_What is expected_
"Westfield" is the word to look for; copy each line of the listing where it occurs.

_Information shown_
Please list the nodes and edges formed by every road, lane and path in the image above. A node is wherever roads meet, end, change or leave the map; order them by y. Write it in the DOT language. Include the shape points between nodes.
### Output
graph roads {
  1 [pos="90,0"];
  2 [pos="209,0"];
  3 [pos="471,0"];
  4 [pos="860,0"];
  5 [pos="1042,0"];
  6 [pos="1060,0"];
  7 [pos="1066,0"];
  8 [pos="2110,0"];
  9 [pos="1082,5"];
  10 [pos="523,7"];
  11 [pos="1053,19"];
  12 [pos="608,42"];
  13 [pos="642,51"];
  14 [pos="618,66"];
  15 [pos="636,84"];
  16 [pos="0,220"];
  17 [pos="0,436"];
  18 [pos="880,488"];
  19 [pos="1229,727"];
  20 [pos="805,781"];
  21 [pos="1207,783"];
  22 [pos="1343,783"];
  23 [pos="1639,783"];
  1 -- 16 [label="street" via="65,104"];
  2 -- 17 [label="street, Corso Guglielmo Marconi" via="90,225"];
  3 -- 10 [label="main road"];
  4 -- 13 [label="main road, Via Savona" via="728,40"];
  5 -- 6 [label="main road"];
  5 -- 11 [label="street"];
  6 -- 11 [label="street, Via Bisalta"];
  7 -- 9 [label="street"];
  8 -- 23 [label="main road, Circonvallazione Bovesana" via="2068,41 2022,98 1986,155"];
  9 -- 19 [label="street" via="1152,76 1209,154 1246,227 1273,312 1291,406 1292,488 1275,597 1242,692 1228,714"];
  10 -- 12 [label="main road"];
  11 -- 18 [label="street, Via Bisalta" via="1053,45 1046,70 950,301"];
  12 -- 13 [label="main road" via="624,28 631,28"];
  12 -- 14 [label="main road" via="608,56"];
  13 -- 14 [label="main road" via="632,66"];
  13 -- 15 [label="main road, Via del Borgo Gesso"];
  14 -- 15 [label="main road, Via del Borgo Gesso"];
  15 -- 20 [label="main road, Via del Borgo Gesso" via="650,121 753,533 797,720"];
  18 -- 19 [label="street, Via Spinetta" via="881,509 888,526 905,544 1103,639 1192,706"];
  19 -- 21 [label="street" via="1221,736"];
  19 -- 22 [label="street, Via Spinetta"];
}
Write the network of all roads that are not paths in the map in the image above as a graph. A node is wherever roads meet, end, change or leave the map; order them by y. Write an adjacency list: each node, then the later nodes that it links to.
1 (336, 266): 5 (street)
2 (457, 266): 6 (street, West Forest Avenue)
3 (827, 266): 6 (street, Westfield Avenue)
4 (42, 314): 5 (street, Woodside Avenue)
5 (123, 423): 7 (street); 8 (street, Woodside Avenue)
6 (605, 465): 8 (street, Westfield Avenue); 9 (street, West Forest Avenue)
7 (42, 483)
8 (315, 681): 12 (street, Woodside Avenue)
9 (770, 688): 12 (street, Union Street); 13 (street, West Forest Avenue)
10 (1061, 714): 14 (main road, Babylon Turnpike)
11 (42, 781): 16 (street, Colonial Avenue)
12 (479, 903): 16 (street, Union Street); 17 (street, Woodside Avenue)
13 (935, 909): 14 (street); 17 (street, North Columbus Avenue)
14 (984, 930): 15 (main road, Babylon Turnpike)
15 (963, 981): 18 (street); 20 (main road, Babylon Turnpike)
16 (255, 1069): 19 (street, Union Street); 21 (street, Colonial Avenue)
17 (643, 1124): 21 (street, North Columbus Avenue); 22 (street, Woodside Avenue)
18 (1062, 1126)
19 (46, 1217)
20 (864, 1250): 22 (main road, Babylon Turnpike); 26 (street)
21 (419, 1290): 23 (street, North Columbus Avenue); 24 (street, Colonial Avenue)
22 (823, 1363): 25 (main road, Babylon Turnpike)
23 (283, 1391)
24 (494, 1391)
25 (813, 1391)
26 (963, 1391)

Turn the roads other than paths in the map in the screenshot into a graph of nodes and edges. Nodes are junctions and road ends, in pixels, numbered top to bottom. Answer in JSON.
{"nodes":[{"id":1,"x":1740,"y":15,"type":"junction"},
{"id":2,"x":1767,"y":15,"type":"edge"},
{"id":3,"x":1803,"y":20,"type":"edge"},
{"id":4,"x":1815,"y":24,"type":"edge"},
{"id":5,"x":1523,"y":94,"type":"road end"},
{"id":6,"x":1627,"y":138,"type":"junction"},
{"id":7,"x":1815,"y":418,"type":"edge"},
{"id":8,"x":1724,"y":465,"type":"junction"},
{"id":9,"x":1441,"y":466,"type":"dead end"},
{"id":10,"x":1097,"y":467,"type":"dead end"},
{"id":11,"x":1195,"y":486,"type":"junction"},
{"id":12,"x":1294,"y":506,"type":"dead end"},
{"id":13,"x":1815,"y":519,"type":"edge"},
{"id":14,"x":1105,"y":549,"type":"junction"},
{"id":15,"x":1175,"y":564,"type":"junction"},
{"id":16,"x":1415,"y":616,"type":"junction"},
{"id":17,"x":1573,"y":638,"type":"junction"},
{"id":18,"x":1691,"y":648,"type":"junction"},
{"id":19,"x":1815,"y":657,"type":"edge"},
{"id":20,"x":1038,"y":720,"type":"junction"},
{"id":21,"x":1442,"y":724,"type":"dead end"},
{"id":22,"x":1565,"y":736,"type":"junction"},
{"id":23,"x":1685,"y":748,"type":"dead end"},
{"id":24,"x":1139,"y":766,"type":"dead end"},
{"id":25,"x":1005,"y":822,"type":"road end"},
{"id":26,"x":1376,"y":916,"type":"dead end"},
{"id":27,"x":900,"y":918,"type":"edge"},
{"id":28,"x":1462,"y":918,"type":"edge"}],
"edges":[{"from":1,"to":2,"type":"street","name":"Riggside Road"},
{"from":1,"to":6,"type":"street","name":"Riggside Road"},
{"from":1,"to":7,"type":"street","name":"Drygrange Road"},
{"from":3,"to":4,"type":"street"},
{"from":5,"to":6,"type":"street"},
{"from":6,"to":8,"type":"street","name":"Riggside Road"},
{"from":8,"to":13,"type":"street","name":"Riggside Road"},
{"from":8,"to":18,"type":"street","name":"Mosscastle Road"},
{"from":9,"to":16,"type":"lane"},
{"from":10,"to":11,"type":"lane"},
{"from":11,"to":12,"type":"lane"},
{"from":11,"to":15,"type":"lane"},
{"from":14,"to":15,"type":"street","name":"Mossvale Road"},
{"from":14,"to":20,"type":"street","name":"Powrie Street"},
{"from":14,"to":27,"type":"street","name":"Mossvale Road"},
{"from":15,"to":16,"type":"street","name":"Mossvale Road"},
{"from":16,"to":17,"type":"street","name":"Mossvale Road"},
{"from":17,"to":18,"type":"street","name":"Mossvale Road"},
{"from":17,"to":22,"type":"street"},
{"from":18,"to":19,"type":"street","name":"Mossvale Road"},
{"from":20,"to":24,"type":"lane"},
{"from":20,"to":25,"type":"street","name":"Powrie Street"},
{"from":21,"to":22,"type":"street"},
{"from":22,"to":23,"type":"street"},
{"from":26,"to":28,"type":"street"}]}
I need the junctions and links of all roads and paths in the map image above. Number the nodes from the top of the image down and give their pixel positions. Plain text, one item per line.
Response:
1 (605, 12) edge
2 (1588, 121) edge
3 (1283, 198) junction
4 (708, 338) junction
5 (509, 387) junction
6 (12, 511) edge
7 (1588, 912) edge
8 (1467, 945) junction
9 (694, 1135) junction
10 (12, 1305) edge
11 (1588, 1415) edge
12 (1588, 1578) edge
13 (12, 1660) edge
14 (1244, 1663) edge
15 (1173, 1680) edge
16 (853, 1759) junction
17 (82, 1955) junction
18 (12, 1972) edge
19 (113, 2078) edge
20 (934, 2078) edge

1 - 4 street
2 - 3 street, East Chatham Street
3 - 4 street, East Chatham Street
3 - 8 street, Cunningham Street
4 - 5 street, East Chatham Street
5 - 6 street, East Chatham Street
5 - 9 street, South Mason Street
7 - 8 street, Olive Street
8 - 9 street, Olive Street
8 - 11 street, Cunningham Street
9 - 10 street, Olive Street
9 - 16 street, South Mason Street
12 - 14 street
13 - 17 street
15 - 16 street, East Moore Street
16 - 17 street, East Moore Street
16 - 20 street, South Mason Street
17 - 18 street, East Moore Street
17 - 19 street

_Exercise response_
3 (827, 266): 6 (street, Westfield Avenue)
6 (605, 465): 8 (street, Westfield Avenue); 9 (street, West Forest Avenue)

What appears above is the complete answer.